Patterns describe systems in terms of their constituent molecular units. For an N-component system (a single, isolated molecule is a 1-component system) there are N unique molecule types which are represented as, ideally, a set of N patterns. Forcefield sub-expressions can then be created for each pattern and applied to each molecule within it, allowing the expression for the entire system to be compact and efficient. Each pattern contains a list of intramolecular terms (bonds, angles etc.), atom types, and van der Waals parameters for a single molecule that can then be used to calculate the energy and forces of M copies of that molecule.

Determination of Patterns

From the atoms and the connectivity between them Aten will automatically determine patterns for systems of arbitrary complexity. The ordering of atoms is important, however, and the atoms belonging to a single molecule must not be interspersed by those from others. In other words, the atoms belonging to one instance of a molecule must be listed consecutively in the model. There are also many ways to represent the same system of atoms, all of which (from the point of view of the program) are equivalent and will produce the same total energies and atomic forces.

Consider the following examples:

System Atom Ordering Automatic Pattern
1) H1 O2 H3
H4 O5 H6
H7 O8 H9
HOH(3)
2) H1 Cl2
H3 O4 H5
H6 O7 H8
HCl(1) HOH(2)
3) H1 O2 H3
H4 Cl5
H6 O7 H8
HOH(1) HCl(1) HOH(1)
4) H1 O2 H3
H4
H5 O6 H7 Cl8
HOH(1) H(1) HHO(1) Cl(1)

In 1) the three water molecules are identical with respect to the ordering of the atoms, so our description consists of a single pattern describing one HOH moiety. Obvious, huh? The two-component system illustrated in 2) has all molecules of the same type one after the other, giving a simple two-term pattern. However, in 3) the two water molecules are separated (in terms of their order) by the HCl, and so a three-term pattern results. In 4) there are, from the point of view of the program, three distinct molecules, since the ordering of atoms in the two water molecules is different, and so three terms are again necessary in the pattern description.

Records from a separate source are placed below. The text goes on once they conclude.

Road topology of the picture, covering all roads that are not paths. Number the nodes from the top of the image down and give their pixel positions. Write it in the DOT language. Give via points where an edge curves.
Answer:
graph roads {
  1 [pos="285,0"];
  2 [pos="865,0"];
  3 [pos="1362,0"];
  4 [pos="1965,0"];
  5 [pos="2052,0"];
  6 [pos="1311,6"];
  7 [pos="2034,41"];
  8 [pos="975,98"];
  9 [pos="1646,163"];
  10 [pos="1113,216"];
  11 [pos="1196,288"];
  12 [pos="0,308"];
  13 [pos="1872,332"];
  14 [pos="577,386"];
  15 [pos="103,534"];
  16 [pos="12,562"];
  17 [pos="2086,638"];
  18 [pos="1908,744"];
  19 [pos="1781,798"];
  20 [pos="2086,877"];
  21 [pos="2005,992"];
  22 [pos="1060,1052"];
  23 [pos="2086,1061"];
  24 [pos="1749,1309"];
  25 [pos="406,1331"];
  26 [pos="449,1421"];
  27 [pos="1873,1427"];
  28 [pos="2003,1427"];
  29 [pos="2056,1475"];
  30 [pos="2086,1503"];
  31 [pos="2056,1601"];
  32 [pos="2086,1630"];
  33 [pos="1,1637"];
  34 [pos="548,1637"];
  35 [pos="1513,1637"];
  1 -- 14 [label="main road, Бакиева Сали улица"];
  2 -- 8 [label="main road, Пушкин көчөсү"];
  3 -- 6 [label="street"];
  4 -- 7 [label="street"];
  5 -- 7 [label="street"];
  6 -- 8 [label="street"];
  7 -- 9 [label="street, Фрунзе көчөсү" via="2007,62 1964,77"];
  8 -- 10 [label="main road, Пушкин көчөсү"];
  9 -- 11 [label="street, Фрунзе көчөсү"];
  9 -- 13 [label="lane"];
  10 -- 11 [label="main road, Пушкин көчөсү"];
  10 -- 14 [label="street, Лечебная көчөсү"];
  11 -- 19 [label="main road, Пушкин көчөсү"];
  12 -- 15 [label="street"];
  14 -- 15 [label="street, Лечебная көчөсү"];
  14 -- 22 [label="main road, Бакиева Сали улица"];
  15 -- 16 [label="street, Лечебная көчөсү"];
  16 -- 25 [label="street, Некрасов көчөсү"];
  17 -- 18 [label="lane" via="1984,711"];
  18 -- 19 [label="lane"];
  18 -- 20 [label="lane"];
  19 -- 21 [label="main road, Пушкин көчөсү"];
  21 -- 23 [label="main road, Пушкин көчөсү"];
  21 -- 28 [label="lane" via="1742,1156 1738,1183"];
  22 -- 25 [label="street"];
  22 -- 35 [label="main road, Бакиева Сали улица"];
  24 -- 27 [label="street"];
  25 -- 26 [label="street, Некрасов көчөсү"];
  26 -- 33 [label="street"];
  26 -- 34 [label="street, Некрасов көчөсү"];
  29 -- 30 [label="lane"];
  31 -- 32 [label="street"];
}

There are likely to be many possible pattern descriptions for systems, some of which may be useful to employ, and some of which may not be. Take the well-ordered system 1) – four different ways to describe the system are:

HOH(3)

HOH(1) HOH(1) HOH(1)

HOH(2) HOH(1)

HOH(1) HOH(2)

All are equivalent and will give the same energies / forces. Sometimes it is useful to treat individual molecules as separate patterns in their own right since it allows for calculation of interaction energies with the rest of the molecules of the system.

Pattern Granularity

Patterns work on the basis of bound fragments/molecules, and a molecule cannot be split up smaller than this – for instance in the examples above water cannot be represented by HO(1) H(1) since this would ‘neglect’ a bond. However, there is nothing to stop a pattern ‘crossing’ individual molecules. Consider again the example 1) above. Three further (reiterating the point, equivalent) ways of writing the pattern description are:

HOHHOH(1) HOH(1)

HOH(1) HOHHOH(1)

HOHHOHHOH(1)

Here, we have encompassed individual molecular entities into supermolecular groups, and as long as there are no bonds 'poking out' of the pattern, this is perfectly acceptable. Although this coarse-graining is a rather counter-intuitive way of forming patterns, it nevertheless allows them to be created for awkward systems such as that in 4) above. We may write the following valid patterns for this arrangement of atoms:

HOHHHOHCl(1)

HOH(1) HHOHCl(1)

HOHHHO(1) HCl(1)

Note that, when automatically creating patterns, if Aten stumbles across a situation that confuses it, the default pattern of one supermolecule will be assumed, i.e. X(1) where 'X' is all atoms in the model. This will work fine in subsequent energy calculations etc., but will result in rather inefficient performance.